> [What the task asks] Look through the records below and state how many lines carry the string "paths", adding nothing.

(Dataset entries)
┏━━
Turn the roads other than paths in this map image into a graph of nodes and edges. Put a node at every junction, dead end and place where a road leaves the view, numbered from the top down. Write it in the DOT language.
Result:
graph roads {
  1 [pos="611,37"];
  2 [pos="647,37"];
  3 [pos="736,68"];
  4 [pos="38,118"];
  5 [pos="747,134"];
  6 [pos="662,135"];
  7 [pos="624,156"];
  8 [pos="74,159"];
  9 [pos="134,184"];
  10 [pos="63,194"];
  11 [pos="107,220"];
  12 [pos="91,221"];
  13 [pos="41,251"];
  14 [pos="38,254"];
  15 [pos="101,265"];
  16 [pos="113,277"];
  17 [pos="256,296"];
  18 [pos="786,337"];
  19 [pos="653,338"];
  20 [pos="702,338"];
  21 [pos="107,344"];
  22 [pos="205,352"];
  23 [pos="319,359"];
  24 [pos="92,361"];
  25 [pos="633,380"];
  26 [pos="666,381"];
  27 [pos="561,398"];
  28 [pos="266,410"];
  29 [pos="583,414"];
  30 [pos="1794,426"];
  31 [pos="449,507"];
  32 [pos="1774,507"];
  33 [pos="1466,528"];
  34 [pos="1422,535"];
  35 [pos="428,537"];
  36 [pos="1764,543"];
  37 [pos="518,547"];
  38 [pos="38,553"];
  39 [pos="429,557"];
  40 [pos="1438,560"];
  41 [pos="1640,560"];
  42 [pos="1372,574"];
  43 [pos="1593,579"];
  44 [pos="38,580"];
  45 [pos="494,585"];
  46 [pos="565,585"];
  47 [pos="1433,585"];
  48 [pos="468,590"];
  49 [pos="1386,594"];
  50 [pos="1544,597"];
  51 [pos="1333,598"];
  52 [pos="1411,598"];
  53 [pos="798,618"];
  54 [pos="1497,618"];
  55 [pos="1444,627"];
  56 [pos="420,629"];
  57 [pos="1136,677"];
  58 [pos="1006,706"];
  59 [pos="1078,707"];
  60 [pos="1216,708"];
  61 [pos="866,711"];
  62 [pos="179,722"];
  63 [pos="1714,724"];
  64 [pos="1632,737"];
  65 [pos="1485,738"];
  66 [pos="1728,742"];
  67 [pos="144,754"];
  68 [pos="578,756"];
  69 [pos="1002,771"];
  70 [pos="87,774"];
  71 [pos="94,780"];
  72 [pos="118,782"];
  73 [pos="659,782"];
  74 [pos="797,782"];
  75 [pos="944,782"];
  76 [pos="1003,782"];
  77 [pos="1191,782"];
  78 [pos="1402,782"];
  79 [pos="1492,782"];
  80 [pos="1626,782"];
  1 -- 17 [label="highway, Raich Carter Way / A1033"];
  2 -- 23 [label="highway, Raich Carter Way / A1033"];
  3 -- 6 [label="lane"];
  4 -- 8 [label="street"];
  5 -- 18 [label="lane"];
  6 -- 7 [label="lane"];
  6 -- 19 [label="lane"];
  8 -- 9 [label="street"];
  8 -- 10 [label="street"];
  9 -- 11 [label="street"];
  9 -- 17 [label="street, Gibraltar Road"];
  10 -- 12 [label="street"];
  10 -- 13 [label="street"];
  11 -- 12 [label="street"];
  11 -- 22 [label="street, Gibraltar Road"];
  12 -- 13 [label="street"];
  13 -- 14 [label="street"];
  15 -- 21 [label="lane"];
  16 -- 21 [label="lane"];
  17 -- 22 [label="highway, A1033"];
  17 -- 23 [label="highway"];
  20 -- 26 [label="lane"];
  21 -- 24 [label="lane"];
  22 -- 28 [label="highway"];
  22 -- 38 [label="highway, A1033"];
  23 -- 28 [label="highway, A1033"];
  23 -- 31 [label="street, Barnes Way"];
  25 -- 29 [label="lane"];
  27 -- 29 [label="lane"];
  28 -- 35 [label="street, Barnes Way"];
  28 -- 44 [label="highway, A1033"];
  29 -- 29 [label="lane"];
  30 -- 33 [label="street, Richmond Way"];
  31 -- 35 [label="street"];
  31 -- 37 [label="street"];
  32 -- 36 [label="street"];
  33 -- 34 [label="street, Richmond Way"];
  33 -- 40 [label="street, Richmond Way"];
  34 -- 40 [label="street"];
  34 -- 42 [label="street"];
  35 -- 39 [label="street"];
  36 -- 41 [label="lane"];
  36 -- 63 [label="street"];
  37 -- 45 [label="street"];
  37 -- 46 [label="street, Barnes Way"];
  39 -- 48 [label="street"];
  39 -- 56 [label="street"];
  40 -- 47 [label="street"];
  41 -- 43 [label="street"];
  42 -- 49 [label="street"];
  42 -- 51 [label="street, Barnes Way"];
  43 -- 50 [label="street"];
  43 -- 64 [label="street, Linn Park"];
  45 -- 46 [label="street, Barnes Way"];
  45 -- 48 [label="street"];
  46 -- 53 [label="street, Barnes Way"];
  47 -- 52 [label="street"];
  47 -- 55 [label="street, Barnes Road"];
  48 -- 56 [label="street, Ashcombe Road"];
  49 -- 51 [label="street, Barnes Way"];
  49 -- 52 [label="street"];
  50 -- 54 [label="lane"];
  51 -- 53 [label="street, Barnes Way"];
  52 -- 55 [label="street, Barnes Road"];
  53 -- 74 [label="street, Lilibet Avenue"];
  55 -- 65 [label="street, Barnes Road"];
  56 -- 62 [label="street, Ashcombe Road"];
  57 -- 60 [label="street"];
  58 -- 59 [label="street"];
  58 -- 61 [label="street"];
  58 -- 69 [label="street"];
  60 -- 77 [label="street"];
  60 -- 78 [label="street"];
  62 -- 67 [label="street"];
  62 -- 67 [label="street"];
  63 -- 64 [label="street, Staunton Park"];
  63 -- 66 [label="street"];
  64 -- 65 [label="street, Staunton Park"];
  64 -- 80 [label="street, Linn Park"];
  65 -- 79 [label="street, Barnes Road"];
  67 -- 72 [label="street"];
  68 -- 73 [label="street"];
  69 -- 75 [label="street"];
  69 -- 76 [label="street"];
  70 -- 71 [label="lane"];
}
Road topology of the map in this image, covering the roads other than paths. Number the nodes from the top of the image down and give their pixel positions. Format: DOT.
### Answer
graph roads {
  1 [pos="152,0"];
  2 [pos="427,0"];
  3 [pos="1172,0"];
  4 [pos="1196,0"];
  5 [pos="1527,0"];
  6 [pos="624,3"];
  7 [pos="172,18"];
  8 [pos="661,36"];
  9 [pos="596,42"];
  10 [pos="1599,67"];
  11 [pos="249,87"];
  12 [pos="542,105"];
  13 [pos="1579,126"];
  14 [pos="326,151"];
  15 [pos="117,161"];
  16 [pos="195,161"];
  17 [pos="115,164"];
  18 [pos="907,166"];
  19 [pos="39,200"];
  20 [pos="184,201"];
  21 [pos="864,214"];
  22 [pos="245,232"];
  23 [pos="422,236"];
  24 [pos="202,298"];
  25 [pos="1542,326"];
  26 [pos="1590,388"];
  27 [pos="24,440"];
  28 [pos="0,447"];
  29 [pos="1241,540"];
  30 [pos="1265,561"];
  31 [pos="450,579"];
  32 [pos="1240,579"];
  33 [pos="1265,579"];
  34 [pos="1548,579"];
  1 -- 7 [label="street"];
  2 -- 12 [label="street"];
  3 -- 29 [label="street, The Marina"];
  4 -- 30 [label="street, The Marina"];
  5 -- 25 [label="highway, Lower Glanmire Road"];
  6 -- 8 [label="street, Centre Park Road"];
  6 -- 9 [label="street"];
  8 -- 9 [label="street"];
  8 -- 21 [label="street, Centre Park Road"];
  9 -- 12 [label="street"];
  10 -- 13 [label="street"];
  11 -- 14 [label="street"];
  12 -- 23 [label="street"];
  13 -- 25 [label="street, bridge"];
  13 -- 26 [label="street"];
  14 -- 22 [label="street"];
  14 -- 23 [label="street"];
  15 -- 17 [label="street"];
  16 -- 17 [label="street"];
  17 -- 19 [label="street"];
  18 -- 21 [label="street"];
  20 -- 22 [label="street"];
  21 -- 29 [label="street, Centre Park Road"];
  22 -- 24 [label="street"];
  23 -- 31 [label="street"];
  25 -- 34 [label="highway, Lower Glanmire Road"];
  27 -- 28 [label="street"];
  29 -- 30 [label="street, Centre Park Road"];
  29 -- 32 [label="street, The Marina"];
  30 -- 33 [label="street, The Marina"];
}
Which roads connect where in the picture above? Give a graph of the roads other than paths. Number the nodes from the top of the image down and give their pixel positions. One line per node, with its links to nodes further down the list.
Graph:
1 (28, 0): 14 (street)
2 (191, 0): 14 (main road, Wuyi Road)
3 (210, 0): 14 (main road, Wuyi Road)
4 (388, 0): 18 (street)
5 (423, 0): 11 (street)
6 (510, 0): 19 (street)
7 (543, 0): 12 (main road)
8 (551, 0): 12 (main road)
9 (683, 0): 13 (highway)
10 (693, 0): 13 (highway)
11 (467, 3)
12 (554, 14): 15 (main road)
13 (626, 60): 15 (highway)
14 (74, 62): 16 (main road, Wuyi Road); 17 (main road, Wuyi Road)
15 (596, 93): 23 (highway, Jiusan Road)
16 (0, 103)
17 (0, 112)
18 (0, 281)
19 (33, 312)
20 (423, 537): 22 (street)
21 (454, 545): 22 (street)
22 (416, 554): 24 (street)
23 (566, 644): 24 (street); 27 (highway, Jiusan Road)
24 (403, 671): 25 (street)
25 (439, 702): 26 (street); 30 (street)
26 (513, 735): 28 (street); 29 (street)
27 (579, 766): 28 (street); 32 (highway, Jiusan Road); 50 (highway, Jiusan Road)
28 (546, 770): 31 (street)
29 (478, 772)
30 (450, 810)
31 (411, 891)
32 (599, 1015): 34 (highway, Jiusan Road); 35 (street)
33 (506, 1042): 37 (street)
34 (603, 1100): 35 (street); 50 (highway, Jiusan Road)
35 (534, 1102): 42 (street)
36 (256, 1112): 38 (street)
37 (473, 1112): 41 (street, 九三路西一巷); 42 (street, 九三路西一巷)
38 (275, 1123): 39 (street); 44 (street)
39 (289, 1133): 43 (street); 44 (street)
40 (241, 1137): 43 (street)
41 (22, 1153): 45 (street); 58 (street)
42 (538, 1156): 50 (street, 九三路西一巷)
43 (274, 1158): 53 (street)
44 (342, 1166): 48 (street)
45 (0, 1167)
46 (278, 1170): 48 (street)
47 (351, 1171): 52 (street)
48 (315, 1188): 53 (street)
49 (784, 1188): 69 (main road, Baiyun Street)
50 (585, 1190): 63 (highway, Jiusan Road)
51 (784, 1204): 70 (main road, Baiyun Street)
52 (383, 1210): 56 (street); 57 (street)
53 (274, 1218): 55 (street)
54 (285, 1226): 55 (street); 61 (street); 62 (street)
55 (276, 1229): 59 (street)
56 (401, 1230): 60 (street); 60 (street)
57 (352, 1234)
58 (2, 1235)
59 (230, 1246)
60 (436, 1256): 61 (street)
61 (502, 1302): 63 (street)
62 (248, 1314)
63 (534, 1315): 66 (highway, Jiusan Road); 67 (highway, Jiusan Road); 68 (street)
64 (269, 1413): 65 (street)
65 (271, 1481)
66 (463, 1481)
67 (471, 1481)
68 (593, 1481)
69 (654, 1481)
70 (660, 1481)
┗━━
> [Response for this exercise] 3